───── Exercise inputs ─────

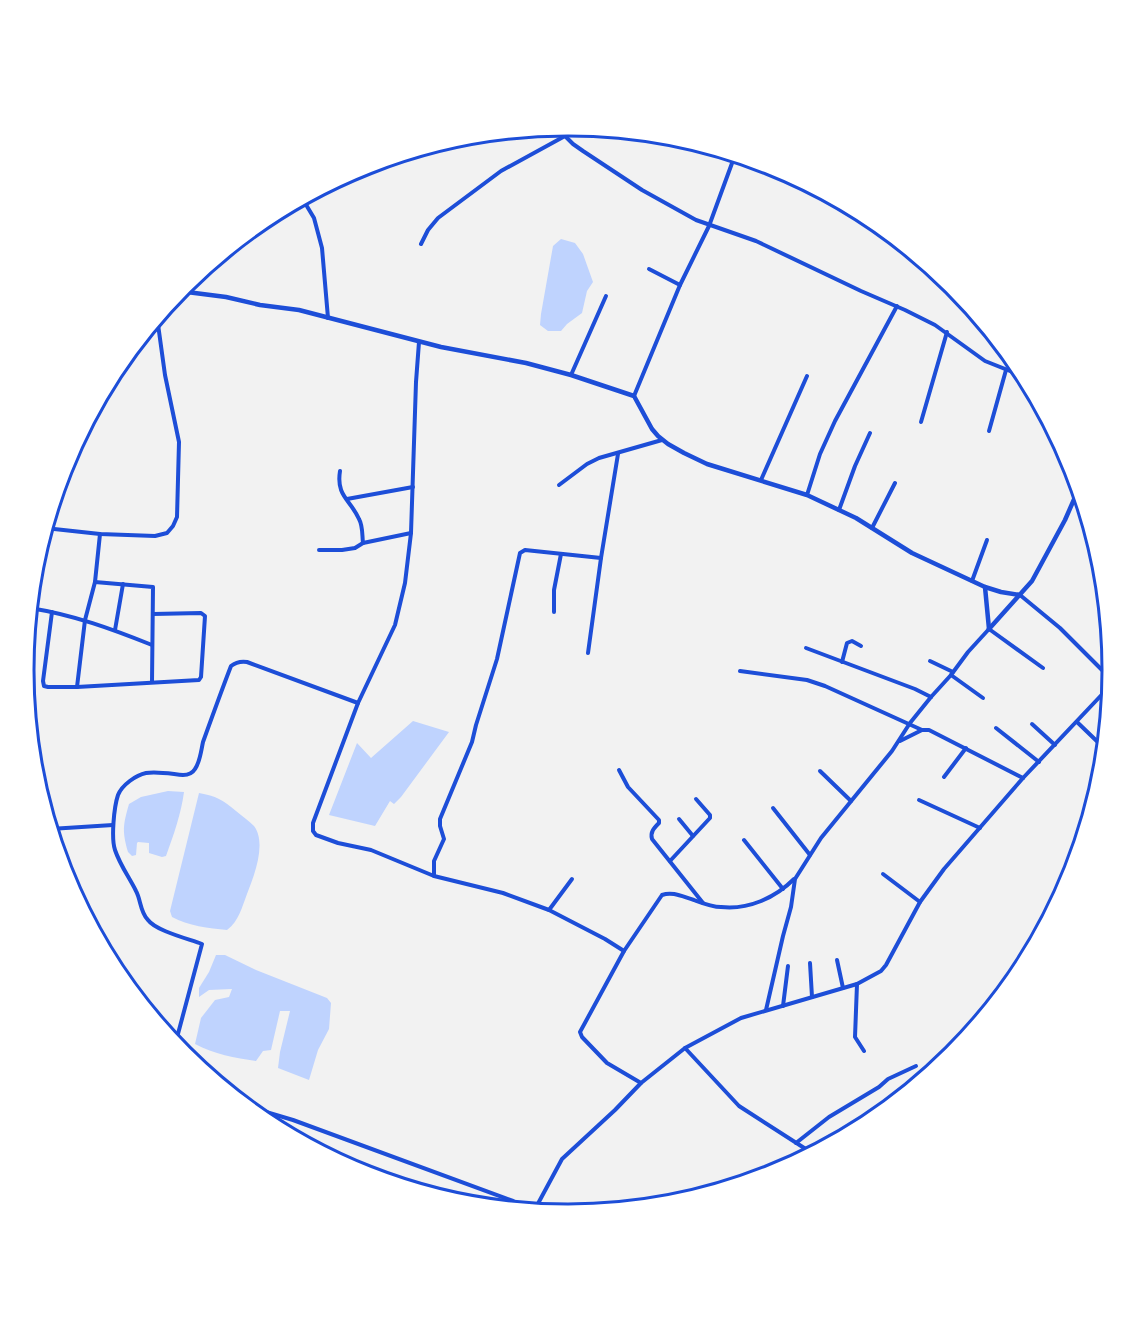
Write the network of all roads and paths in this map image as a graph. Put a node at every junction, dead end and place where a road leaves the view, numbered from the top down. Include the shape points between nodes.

─────
───── Exercise inputs ─────

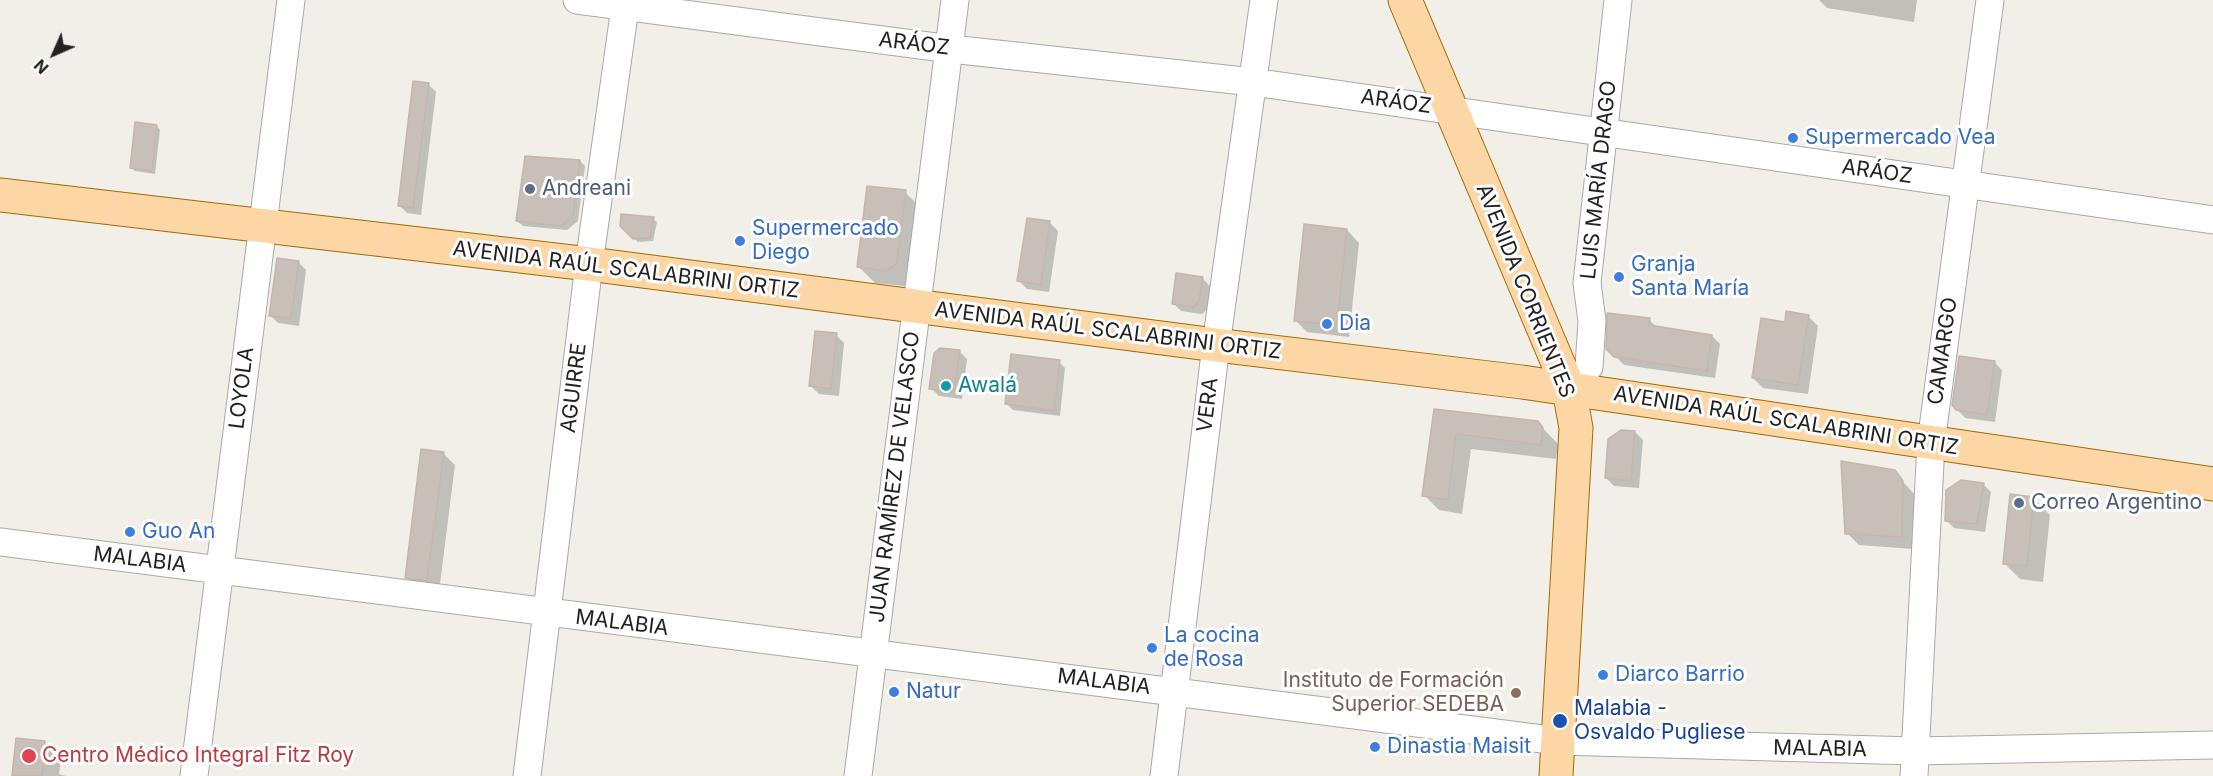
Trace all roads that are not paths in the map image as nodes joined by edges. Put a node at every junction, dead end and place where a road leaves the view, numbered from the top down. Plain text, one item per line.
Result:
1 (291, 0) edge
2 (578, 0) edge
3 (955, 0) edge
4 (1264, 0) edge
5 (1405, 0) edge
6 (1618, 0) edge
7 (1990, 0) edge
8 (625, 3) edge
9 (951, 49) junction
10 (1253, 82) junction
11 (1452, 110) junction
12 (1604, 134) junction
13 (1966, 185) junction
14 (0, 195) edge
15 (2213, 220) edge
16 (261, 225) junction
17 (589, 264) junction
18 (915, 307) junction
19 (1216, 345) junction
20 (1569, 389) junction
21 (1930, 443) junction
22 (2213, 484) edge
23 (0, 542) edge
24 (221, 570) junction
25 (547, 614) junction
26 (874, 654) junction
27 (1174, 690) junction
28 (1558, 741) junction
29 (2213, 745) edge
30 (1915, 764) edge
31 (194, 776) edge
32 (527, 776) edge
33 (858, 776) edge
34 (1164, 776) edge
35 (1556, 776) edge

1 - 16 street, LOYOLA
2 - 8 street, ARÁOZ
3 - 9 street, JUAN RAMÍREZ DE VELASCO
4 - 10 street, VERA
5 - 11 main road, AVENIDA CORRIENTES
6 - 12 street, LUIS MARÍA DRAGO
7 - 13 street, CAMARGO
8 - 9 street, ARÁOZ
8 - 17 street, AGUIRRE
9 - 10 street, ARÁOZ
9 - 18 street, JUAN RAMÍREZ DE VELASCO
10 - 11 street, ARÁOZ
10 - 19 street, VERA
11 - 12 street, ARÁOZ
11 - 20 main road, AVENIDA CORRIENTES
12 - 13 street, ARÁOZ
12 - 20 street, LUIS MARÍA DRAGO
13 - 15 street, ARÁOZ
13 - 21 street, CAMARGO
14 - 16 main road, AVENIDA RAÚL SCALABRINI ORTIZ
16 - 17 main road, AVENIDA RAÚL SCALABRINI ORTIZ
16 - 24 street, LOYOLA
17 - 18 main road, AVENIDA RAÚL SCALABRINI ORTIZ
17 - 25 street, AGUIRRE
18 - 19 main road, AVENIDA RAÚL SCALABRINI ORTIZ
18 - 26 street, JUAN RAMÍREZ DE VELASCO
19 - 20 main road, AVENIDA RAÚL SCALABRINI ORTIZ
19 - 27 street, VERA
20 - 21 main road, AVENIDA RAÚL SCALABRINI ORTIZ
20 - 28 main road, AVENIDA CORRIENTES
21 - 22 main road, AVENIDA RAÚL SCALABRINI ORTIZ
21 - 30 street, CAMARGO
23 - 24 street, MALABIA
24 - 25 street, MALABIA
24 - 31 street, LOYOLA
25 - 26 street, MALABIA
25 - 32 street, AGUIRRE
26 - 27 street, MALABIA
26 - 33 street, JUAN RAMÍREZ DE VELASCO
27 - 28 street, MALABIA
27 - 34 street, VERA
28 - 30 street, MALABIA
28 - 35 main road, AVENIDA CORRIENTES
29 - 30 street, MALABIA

─────

How many lines in the entries above include the string "leaves"? Please answer with that number and nothing more.

2